» WHAT IS BEING ASKED
Set down exactly the lines from the first line of the records through the line that contains "ring tip: (1240, 640)", and leave every picture out.

» INFORMATION SUPPLIED
⁂
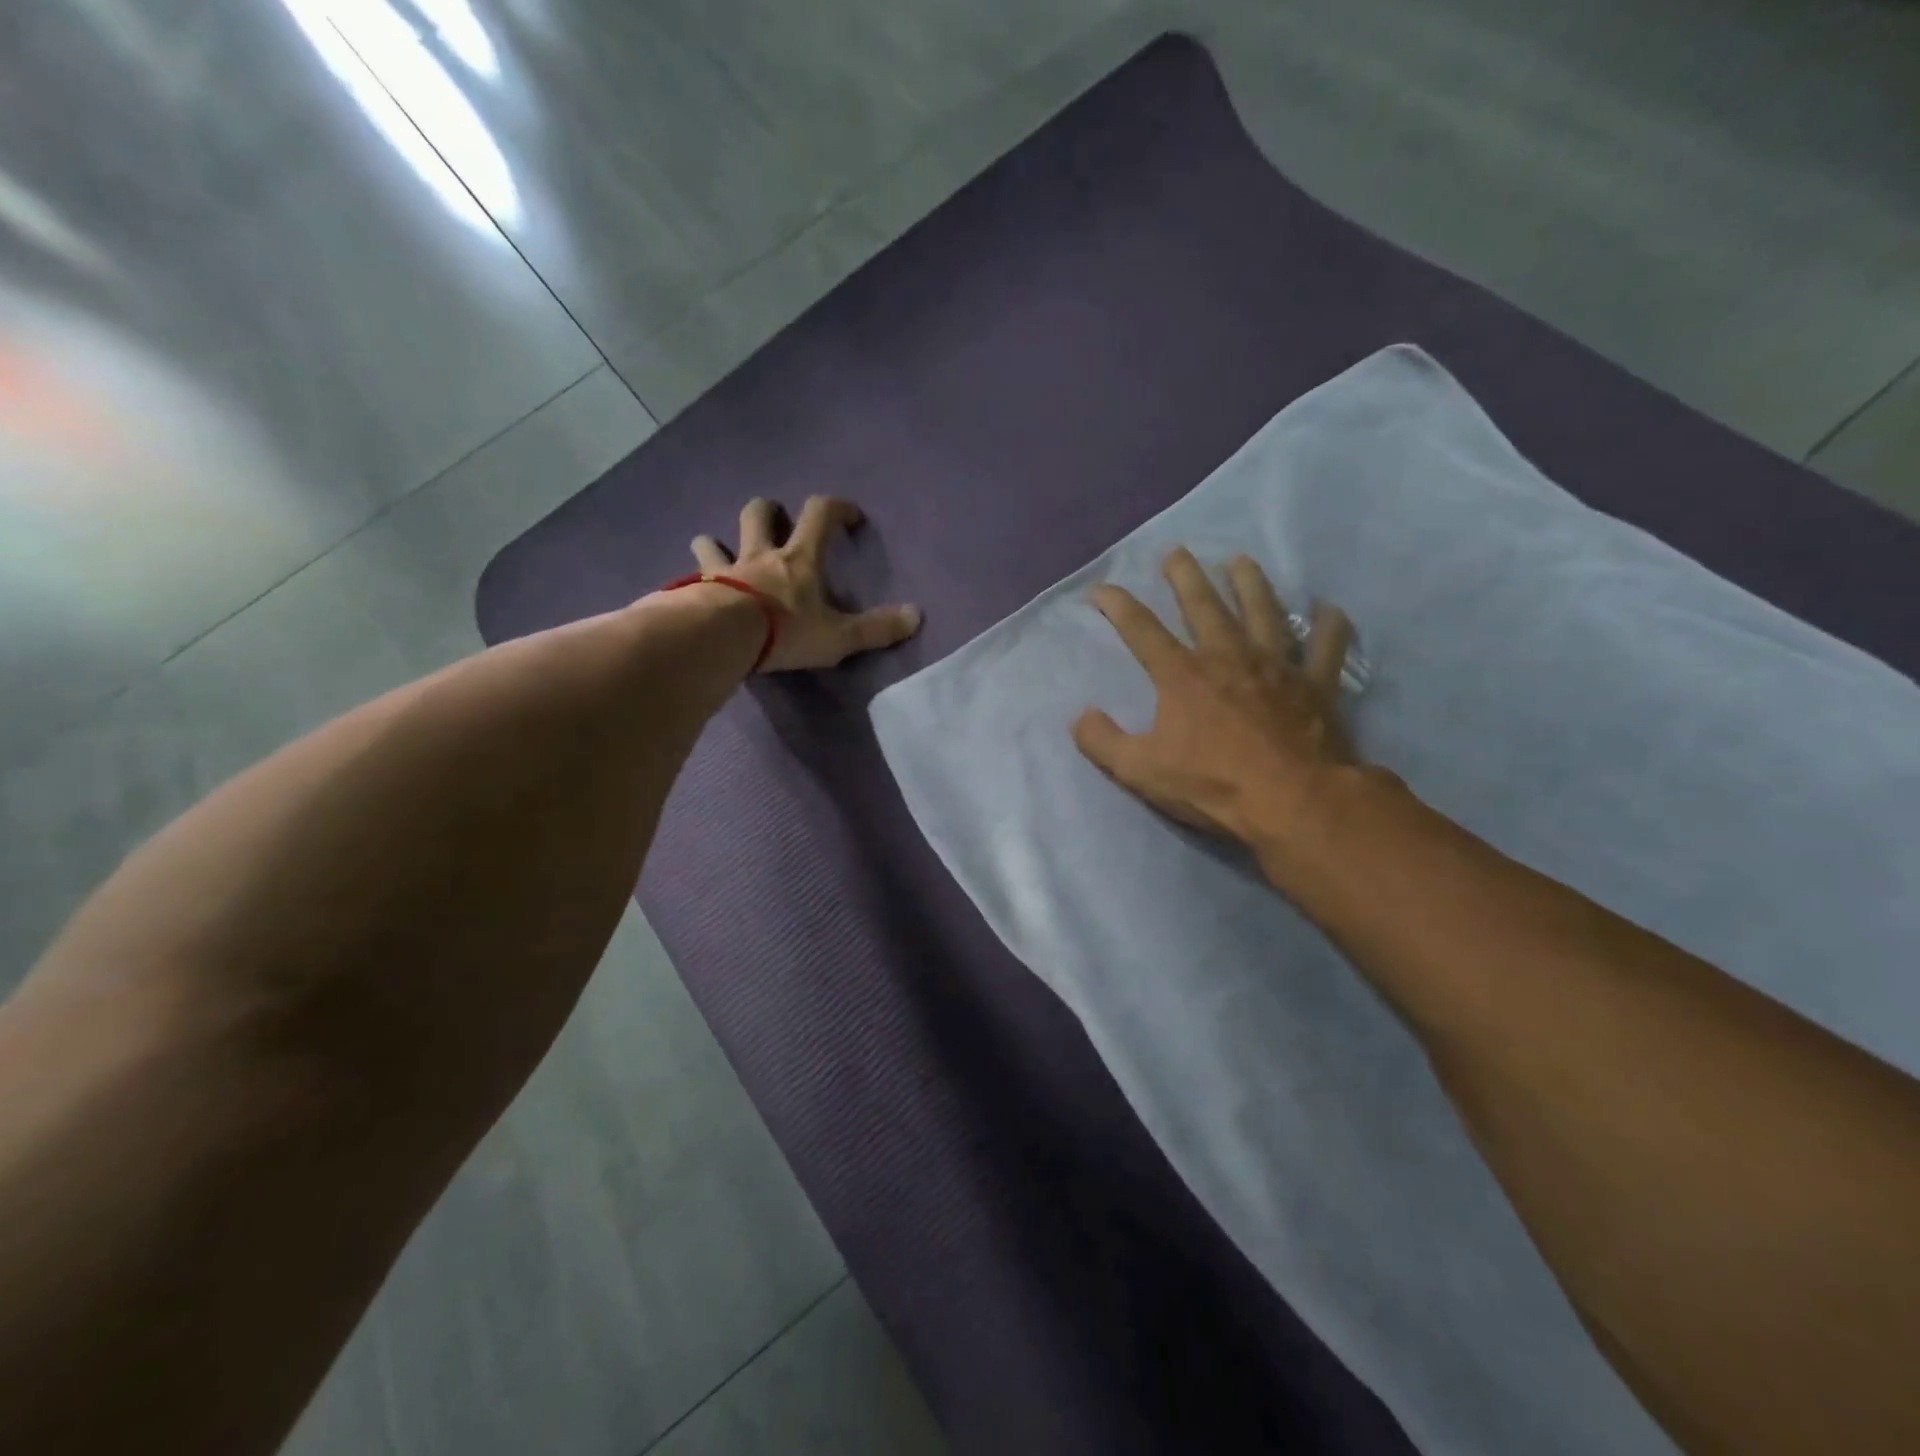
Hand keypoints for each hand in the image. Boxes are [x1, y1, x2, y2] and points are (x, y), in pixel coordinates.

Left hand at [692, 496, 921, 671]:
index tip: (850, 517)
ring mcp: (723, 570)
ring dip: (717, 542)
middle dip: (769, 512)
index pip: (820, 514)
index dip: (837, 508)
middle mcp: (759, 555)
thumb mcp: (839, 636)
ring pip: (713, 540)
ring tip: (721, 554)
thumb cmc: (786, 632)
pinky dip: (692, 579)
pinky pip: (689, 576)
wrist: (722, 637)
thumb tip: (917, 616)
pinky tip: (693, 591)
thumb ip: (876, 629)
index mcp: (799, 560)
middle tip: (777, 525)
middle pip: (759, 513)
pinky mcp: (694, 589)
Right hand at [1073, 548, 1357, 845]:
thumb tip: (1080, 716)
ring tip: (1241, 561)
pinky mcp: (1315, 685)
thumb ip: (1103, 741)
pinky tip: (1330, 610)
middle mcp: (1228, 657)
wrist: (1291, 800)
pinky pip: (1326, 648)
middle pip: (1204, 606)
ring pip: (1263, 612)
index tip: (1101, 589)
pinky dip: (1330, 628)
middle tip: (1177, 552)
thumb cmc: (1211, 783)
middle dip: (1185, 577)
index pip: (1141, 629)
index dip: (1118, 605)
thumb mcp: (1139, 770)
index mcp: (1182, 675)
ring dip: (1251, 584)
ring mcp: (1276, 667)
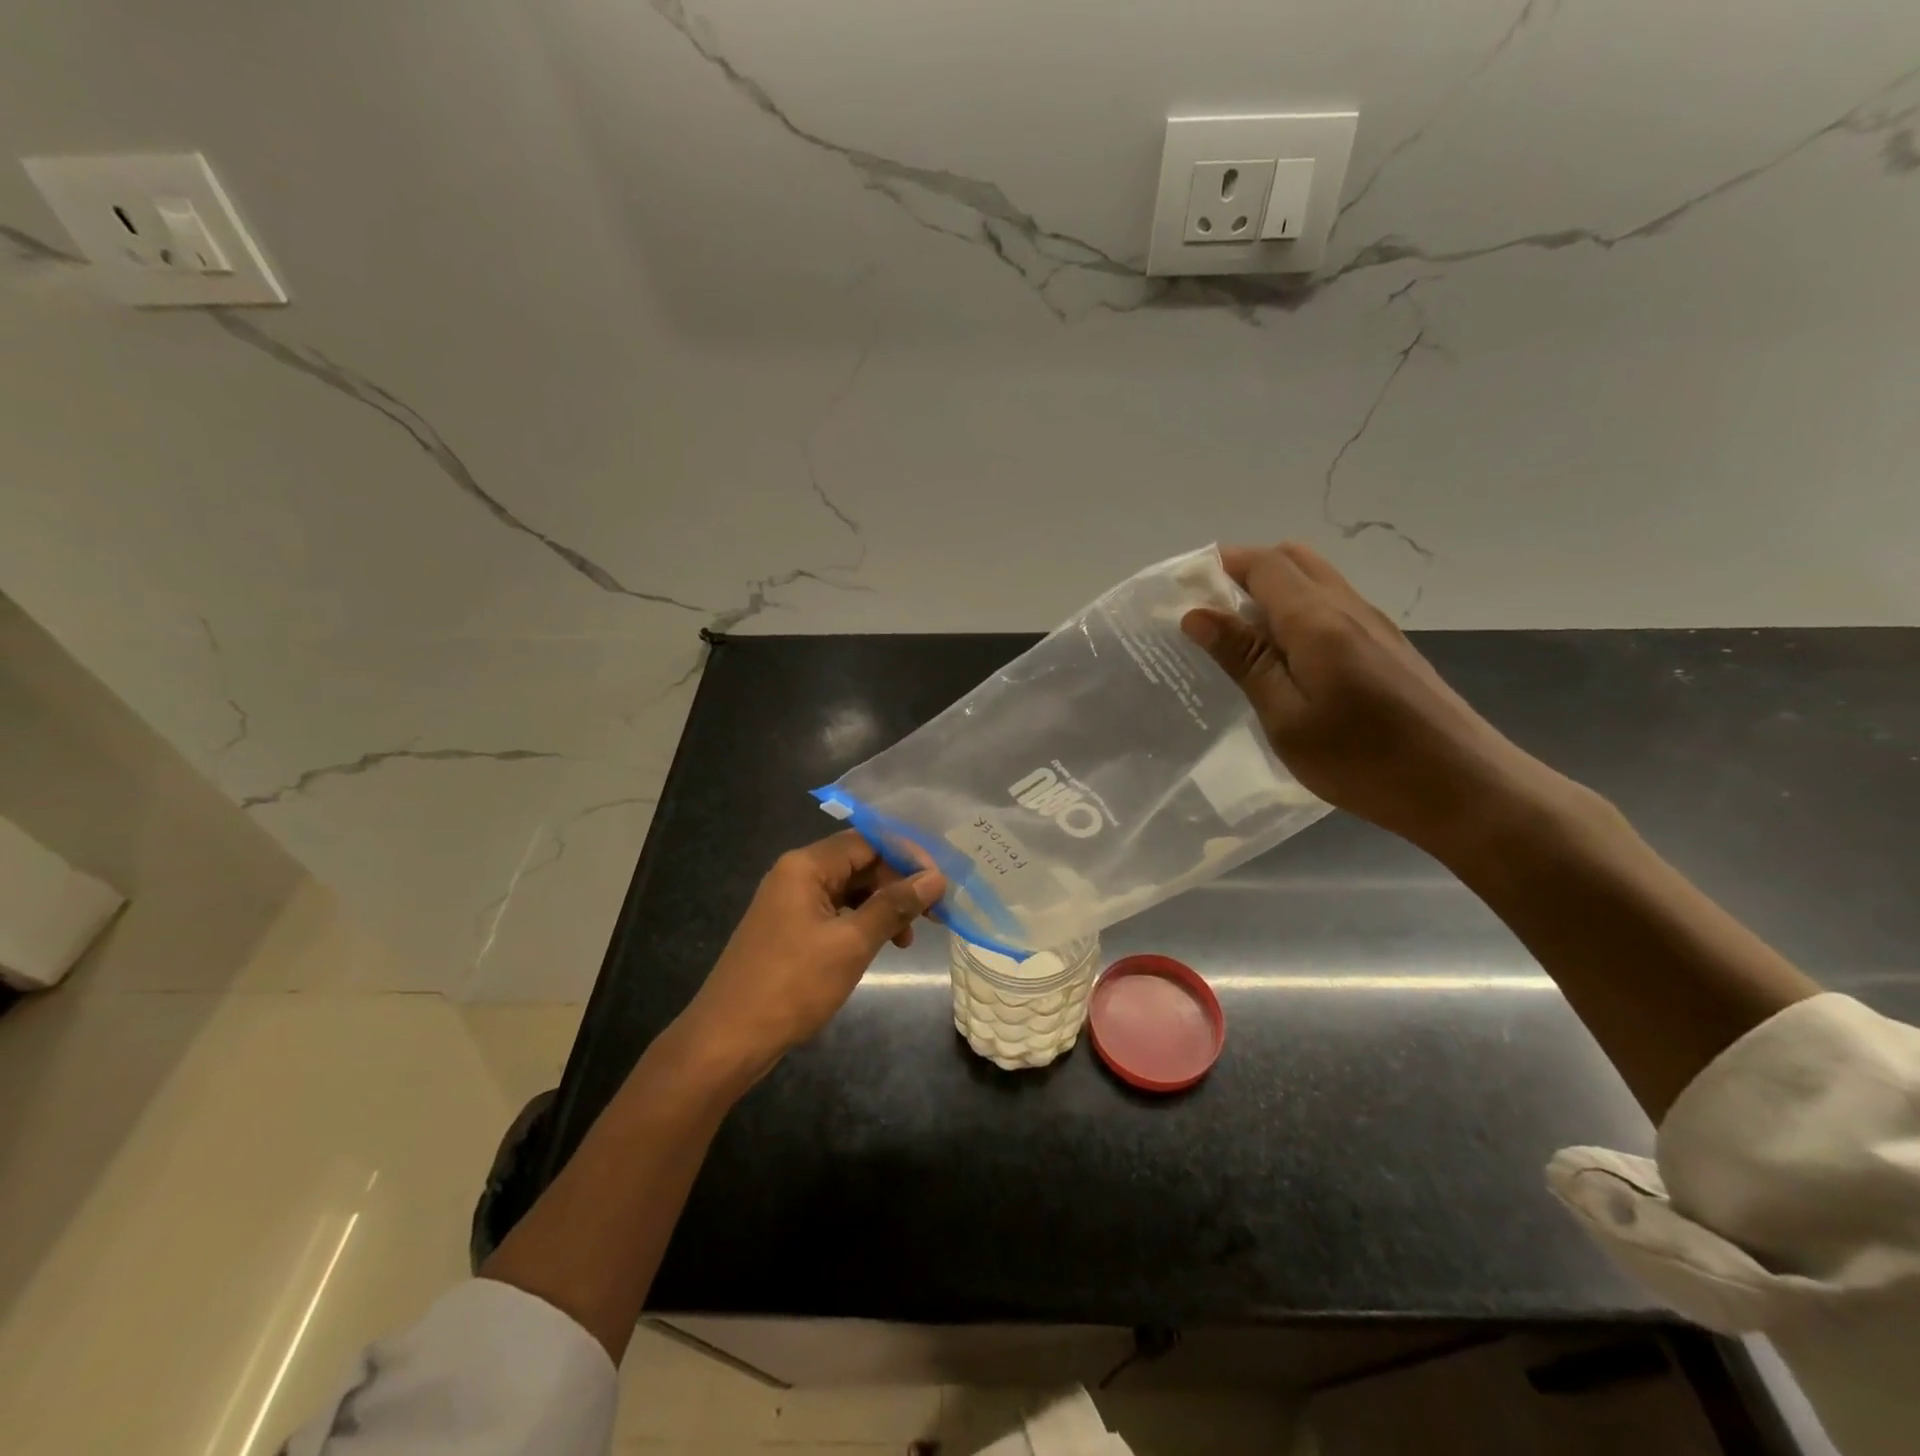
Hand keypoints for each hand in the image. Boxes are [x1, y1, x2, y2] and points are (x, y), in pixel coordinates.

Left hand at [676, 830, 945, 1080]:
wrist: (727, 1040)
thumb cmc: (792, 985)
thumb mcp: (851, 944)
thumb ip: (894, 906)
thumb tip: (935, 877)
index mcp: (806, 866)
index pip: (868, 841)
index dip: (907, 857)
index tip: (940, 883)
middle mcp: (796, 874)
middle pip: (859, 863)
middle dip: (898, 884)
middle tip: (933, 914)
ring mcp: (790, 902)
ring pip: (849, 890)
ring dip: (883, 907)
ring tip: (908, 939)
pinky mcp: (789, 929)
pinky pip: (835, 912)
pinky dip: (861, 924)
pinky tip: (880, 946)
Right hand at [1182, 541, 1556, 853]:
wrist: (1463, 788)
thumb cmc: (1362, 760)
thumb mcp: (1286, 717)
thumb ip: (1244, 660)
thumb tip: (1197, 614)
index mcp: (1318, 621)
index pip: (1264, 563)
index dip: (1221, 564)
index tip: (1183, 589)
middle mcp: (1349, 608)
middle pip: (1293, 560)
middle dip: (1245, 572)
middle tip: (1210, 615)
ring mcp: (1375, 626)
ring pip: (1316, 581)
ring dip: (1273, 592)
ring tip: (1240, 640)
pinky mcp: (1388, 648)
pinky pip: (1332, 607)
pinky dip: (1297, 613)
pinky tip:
⁂
» REPLY TO THE EXERCISE
Hand keypoints for each hand in the image. Boxes are [x1, y1, x2, y2] and points are (x, y), in pixel coordinates.

Left hand at [692, 496, 921, 671]:
index tip: (850, 517)
ring mcp: (723, 570)
ring dip: (717, 542)
middle dip: (769, 512)
index pip: (820, 514)
index dip: (837, 508)
middle mcp: (759, 555)
thumb mcp: (839, 636)
ring pip: (713, 540)
ring tip: (721, 554)
thumb cmc: (786, 632)
pinky dip: (692, 579)
pinky pip: (689, 576)
wrist: (722, 637)
thumb tip: (917, 616)
pinky tip: (693, 591)
thumb ip: (876, 629)
index mcp: (799, 560)
middle tip: (777, 525)
middle pip: (759, 513)
pinky mcp: (694, 589)
Right hand at [1073, 548, 1357, 845]:
thumb tip: (1080, 716)
ring tip: (1241, 561)
pinky mcp: (1315, 685)
thumb ip: (1103, 741)
pinky tip: (1330, 610)
middle mcp: (1228, 657)
wrist: (1291, 800)
pinky pip: (1326, 648)
middle pip: (1204, 606)
ring pip: (1263, 612)
index tip: (1101, 589)
pinky dip: (1330, 628)
middle tip: (1177, 552)
thumb cmc: (1211, 783)
middle dip: (1185, 577)
index pip: (1141, 629)
index dip: (1118, 605)
thumb mcp: (1139, 770)
index mcp: (1182, 675)
ring dip: (1251, 584)
ring mcp: (1276, 667)
Hand keypoints for each hand in the image. Boxes are [x1, y1, x2, y2] and points are (x, y), in pixel coordinates.

Left hand at [676, 830, 945, 1080]:
wrist: (727, 1040)
thumb cmc: (792, 985)
thumb mcp: (851, 944)
thumb ip: (894, 906)
thumb tip: (935, 877)
index mcp: (806, 866)
index pip: (868, 841)
index dip: (907, 857)
index tip: (940, 883)
middle mcp: (796, 874)
middle pip: (859, 863)
middle dip: (898, 884)
middle tip: (933, 914)
ring mcp: (790, 902)
ring pip: (849, 890)
ring dip: (883, 907)
ring tip: (908, 939)
pinky mcp: (789, 929)
pinky pip: (835, 912)
pinky dip: (861, 924)
pinky tip: (880, 946)
Right hand at [1182, 541, 1556, 853]:
wrist: (1463, 788)
thumb cmc: (1362, 760)
thumb mcp: (1286, 717)
thumb ip: (1244, 660)
thumb tip: (1197, 614)
index mcp: (1318, 621)
index pip: (1264, 563)
index dip: (1221, 564)
index tip: (1183, 589)
middle mcp: (1349, 608)
middle pip: (1293, 560)
middle dip: (1245, 572)
middle tip: (1210, 615)
ring mcp: (1375, 626)
ring pip: (1316, 581)
ring dip: (1273, 592)
ring tip: (1240, 640)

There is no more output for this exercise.